Work request
Your task is to find every line of the listing that includes "Pantano" and copy it.

Excerpted records
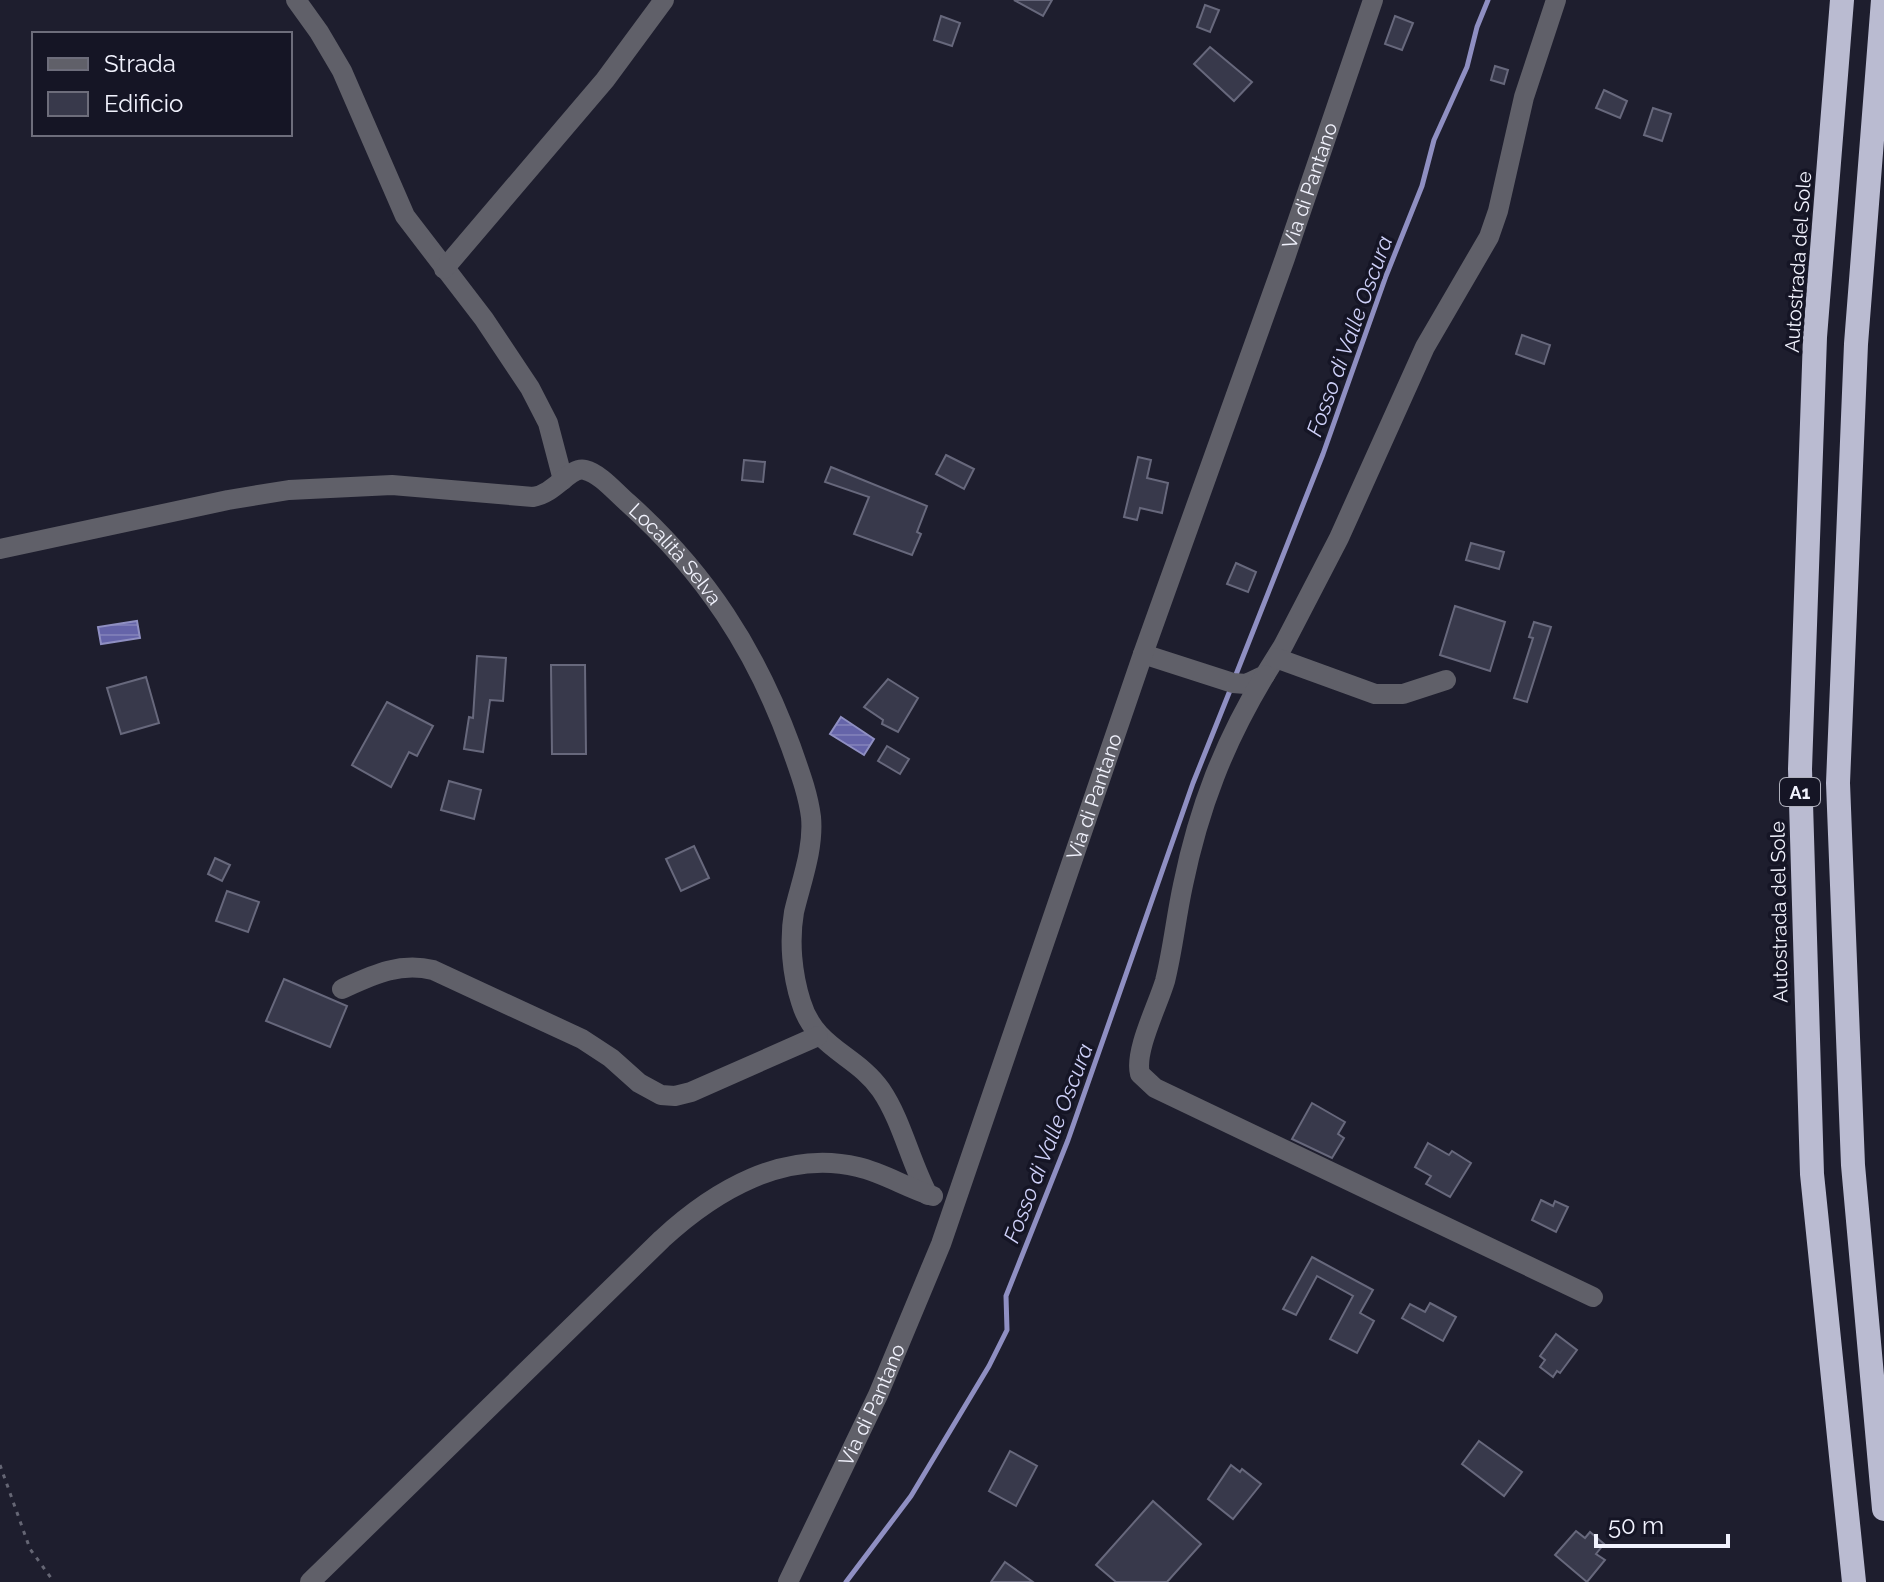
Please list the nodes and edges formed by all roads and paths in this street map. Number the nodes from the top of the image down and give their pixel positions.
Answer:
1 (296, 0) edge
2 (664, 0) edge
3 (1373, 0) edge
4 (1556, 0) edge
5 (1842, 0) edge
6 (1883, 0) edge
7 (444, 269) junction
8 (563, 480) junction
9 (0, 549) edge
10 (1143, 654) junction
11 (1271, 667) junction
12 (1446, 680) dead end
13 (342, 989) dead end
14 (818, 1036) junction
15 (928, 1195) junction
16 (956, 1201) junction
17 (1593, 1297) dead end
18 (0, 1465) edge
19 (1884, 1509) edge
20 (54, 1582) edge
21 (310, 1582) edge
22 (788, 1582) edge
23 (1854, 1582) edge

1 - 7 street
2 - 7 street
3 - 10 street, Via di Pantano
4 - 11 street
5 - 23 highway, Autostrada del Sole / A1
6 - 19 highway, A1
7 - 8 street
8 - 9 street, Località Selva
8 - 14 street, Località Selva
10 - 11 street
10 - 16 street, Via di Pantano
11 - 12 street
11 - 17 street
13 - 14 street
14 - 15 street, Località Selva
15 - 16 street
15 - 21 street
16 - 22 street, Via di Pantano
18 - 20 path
---
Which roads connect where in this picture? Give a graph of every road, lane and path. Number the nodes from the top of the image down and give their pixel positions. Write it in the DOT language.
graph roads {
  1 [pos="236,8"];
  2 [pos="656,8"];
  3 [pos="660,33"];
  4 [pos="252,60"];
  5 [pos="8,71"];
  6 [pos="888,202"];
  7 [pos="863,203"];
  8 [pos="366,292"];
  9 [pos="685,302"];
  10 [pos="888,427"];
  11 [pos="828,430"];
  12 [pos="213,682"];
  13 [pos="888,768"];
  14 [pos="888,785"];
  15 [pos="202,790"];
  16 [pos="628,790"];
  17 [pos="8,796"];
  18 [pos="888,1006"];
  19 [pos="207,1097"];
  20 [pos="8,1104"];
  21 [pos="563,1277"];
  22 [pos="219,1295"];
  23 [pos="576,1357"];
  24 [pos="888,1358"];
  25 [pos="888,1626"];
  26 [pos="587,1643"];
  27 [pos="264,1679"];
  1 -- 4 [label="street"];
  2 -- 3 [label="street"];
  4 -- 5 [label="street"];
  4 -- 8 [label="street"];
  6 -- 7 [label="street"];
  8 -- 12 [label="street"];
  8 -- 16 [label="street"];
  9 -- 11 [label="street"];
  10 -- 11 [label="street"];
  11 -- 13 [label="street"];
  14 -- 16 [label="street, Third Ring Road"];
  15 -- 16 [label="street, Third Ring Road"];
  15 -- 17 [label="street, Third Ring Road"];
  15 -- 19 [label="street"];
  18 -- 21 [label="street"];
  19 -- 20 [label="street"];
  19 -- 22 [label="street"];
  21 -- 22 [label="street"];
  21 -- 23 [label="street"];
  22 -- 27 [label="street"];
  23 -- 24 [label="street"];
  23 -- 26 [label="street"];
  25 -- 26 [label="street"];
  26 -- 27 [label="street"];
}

Solution to this problem
3 - 10 street, Via di Pantano
10 - 16 street, Via di Pantano
16 - 22 street, Via di Pantano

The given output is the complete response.